L’arrêt « Diop », un long combat judiciaire

Serge Slama

Doctorant en droit public. Université Paris-X.

Pour comprendre l’arrêt « Diop » rendu par le Conseil d’État le 30 novembre 2001, par lequel a été reconnu le caractère discriminatoire du « gel » des pensions versées aux fonctionnaires civils et militaires des ressortissants des ex-colonies françaises, il faut brièvement remonter aux sources de ce contentieux de la « décristallisation », plus de quinze années auparavant.

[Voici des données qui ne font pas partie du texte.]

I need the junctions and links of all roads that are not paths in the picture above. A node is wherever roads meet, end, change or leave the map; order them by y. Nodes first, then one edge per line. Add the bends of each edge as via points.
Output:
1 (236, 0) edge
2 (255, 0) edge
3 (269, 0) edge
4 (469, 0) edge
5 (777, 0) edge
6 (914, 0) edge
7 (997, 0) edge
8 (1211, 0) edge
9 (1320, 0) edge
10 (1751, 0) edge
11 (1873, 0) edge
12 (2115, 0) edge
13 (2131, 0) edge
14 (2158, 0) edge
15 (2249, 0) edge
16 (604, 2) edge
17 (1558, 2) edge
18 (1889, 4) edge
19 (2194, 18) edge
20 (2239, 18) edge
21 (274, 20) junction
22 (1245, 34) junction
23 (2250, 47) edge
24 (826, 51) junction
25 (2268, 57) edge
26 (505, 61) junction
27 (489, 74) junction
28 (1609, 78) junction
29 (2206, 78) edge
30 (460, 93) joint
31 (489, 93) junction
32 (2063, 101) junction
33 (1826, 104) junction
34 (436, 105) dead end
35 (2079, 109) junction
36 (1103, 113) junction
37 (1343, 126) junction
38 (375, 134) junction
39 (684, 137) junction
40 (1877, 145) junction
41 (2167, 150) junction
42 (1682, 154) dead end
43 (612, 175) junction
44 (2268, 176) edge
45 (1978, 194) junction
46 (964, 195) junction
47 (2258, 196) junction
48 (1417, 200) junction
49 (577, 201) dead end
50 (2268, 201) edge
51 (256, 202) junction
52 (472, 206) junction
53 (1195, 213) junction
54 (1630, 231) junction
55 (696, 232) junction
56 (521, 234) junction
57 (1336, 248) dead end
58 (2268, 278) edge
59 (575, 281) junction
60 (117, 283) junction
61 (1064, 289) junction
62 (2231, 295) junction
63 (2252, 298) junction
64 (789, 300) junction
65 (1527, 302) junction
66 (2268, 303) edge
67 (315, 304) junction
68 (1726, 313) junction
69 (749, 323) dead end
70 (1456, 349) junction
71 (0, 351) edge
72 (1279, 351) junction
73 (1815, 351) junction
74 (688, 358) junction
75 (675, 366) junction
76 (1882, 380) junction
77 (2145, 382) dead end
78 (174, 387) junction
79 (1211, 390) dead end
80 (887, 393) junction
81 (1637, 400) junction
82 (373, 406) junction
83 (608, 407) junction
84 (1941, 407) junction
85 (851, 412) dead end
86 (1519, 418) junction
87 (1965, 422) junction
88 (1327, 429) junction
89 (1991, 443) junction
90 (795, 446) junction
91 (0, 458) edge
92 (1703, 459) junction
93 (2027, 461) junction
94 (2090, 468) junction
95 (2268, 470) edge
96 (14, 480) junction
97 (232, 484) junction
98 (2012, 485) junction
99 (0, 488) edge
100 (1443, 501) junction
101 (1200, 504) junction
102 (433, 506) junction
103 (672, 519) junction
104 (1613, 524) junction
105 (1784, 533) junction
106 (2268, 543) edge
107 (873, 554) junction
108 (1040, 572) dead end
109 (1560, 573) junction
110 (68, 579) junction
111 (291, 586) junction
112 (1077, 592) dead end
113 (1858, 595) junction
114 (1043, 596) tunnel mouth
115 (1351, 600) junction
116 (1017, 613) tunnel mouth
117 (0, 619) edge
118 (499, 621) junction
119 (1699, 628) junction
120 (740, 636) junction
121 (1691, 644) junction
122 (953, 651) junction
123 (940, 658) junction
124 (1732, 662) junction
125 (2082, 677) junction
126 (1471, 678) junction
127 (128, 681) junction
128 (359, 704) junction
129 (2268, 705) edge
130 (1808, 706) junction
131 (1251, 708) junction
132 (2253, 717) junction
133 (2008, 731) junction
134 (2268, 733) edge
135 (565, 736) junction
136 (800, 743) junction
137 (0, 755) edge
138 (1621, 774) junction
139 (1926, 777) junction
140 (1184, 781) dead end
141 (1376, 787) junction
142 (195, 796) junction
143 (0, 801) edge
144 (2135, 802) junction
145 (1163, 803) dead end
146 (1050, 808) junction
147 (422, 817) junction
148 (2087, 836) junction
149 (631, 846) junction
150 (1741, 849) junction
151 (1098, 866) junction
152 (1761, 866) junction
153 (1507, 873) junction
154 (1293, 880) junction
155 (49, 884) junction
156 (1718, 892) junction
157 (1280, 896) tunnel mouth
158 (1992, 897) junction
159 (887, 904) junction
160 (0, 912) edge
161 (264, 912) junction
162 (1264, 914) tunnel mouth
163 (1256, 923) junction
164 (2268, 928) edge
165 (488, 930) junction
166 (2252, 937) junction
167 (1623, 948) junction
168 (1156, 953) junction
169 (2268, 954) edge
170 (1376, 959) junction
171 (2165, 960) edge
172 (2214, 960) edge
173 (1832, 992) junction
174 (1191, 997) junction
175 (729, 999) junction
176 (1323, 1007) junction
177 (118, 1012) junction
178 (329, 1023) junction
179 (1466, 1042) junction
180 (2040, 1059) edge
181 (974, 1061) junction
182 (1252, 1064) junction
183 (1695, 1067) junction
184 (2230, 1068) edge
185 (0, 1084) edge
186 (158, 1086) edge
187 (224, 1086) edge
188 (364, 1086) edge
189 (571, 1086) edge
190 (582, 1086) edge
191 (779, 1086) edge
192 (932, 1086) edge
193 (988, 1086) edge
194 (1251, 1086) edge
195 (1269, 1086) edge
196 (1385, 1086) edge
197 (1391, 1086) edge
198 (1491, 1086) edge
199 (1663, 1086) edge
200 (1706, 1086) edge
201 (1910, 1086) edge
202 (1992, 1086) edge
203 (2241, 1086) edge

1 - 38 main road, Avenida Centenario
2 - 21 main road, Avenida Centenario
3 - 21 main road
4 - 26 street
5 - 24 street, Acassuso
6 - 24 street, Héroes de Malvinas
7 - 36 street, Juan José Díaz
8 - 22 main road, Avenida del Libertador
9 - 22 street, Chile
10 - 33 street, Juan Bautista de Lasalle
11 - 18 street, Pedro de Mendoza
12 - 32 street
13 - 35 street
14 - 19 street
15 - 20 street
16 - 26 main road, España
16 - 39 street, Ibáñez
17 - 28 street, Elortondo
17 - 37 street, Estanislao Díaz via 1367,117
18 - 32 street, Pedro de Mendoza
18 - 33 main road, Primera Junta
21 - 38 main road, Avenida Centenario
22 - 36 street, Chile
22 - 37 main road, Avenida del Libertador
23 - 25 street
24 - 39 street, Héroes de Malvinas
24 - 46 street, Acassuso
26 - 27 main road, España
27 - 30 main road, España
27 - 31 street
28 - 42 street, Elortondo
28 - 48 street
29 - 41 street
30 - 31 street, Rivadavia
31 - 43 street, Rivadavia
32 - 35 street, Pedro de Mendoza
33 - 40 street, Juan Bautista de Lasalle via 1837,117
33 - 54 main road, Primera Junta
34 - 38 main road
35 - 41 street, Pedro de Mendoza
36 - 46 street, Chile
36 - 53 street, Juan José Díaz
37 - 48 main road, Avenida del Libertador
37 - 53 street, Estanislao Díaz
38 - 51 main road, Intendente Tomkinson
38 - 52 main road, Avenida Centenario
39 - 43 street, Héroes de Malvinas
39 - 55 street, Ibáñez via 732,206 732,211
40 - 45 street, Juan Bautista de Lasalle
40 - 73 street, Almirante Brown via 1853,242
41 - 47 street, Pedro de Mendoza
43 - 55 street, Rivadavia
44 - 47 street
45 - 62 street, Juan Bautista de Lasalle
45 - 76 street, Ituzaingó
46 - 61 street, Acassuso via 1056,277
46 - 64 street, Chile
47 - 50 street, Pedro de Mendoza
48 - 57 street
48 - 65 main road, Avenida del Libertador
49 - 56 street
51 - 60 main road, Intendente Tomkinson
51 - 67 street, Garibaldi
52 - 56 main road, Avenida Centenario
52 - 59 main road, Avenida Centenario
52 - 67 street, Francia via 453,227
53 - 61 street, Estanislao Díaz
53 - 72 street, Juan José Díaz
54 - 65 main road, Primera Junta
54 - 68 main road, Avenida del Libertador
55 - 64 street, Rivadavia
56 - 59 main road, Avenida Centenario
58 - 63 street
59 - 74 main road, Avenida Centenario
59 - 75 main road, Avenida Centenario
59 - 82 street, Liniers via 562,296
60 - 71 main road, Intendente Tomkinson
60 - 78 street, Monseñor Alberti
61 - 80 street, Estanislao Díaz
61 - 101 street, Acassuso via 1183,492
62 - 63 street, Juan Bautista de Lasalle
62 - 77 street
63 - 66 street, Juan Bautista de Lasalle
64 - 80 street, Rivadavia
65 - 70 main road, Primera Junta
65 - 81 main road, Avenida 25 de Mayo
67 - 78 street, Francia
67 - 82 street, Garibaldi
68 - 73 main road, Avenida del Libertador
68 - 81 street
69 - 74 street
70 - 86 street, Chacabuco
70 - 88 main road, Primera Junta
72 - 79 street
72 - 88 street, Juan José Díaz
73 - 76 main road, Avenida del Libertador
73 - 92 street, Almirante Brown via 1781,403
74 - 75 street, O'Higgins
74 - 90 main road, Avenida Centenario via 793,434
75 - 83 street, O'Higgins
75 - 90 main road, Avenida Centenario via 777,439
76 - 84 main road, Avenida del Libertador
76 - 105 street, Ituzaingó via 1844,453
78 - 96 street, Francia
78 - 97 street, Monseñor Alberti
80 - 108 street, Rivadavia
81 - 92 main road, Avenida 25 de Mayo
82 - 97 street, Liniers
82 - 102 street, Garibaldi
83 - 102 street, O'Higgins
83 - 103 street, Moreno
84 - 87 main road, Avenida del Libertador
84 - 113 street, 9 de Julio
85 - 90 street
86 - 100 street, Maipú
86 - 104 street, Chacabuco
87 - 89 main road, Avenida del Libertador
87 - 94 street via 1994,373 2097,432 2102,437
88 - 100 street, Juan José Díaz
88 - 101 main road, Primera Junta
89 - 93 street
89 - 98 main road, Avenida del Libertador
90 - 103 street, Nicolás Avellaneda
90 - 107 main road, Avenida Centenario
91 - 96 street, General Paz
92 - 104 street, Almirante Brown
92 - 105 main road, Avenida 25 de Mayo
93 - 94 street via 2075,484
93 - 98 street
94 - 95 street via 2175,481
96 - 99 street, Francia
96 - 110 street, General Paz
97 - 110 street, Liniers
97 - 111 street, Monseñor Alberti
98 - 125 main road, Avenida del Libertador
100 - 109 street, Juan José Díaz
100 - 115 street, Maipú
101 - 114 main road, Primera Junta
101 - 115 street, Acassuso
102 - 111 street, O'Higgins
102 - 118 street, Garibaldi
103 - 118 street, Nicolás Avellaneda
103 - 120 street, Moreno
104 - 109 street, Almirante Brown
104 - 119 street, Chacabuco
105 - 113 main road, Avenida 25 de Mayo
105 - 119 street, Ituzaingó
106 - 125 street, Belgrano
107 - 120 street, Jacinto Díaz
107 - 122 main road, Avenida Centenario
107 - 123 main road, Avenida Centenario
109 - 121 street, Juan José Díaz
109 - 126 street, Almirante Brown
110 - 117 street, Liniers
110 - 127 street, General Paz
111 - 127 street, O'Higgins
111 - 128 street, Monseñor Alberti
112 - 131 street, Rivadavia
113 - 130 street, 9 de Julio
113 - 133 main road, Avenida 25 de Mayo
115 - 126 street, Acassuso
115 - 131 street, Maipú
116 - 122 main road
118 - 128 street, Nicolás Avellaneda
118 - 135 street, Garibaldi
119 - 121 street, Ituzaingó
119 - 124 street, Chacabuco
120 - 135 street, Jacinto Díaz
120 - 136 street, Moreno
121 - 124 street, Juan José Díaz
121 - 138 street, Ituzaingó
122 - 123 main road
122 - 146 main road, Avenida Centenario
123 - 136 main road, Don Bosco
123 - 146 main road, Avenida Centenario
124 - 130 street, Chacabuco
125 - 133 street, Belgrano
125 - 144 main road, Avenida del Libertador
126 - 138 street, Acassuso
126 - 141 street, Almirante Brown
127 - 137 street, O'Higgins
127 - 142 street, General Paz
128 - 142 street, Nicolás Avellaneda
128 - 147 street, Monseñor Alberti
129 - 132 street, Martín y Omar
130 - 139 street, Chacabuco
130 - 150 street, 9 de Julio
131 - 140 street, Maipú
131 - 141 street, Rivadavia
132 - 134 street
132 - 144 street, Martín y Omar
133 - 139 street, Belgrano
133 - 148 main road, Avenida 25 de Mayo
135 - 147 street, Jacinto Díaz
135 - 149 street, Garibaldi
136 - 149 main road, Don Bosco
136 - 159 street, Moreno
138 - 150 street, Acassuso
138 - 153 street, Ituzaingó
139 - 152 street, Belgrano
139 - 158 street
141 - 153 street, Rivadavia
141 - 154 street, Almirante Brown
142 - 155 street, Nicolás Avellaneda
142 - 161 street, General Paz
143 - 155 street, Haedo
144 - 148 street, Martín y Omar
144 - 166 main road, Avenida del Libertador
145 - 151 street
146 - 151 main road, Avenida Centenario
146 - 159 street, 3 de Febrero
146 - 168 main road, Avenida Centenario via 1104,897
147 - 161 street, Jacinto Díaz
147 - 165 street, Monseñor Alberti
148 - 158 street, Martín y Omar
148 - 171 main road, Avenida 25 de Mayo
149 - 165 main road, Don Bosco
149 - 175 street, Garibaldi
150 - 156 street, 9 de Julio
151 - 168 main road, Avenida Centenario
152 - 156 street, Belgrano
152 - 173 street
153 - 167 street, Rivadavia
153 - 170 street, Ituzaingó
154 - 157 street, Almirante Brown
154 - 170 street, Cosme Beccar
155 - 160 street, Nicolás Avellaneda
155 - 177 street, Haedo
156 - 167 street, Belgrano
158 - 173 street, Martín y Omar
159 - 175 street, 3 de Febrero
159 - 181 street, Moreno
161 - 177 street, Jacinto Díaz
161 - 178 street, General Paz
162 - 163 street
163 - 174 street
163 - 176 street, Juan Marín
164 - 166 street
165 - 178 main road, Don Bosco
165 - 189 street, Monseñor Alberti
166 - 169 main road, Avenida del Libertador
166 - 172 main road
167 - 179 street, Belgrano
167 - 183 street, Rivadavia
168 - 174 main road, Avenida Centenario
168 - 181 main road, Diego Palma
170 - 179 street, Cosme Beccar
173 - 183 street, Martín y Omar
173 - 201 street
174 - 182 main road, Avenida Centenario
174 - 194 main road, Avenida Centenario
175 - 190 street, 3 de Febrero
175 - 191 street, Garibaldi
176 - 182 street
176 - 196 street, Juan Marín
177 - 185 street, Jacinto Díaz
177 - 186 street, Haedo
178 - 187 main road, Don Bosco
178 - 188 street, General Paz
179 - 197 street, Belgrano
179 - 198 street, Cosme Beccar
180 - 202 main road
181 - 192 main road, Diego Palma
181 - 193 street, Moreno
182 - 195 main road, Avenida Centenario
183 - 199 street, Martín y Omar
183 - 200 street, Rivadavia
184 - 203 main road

En effet, dès 1985, plus de 700 anciens combattants sénégalais [1] saisirent le Comité des droits de l’homme (CDH) des Nations unies de « communications individuelles » – l’équivalent de plaintes – contre la France en invoquant la violation du Pacte international relatif aux droits civils et politiques (PIDCP) de 1966, ratifié par la France en 1976. Le 3 avril 1989, le Comité leur donna raison en « constatant » que le système de « cristallisation » des pensions prévu par la législation française constituait une discrimination contraire à l’article 26 du Pacte qui prohibe toute discrimination dans l’application de la loi, notamment en raison de l’origine nationale. Même si c’était la première fois que le « pays des droits de l’homme » était « épinglé » sur la scène internationale pour violation d’un des Pactes des Nations unies, cette « condamnation » ne changea en rien la législation française : les « constatations » du CDH sont en effet dépourvues de tout caractère contraignant à l’égard de l’État mis en cause.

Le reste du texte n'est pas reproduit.